Weymouth High School (WHS) is a comprehensive public high school in Weymouth, Massachusetts, United States that serves students in grades nine through twelve. Weymouth High School also offers a Career and Technical Education Program offering such courses as Allied Health, Automotive Technology, Construction Technology, Cosmetology, Culinary Arts, Drafting and Design Technology, Early Childhood Education, Graphic Communications, Information Technology, and Metal Fabrication.

==History==
Weymouth High School was first established in 1854. The building that used to house Weymouth High in the early 20th century stood next to the Town Hall on Middle Street. The building that currently houses Weymouth High School opened in 2004 at One Wildcat Way in South Weymouth. This building was the original Weymouth South High School and most recently housed the junior high school students in Weymouth. The old Weymouth South High School is known as the "Maroon Building." The "Gold Building" was newly constructed for the opening in 2004, and was built on the site of the old South Intermediate School. This expansion cost the school approximately $22 million.

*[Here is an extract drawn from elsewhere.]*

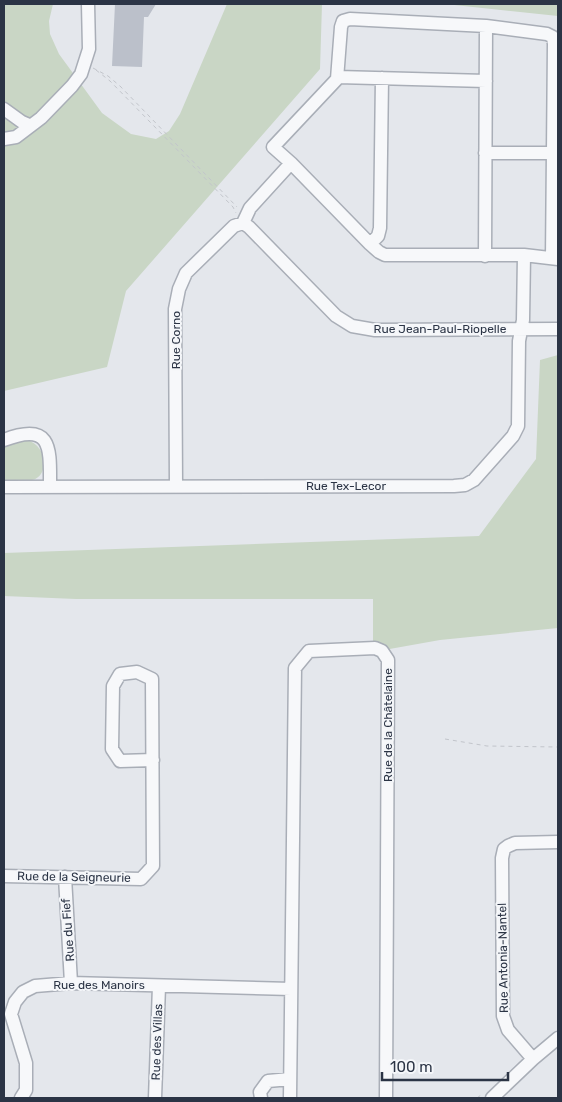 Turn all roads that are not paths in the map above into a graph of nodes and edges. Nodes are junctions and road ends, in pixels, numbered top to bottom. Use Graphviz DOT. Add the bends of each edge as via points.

In June 2021, Weymouth High School was placed into a state program for schools or districts that disproportionately suspend nonwhite students or students with disabilities.

==Graduation==
The minimum number of courses that one must take from 9th–12th grade are as follows:

- 3 credits of History courses (US History II required)
- 4 credits of English courses (English I, II, III & senior electives required)
- 4 credits of Mathematics courses (Mathematics courses Geometry & Algebra II required)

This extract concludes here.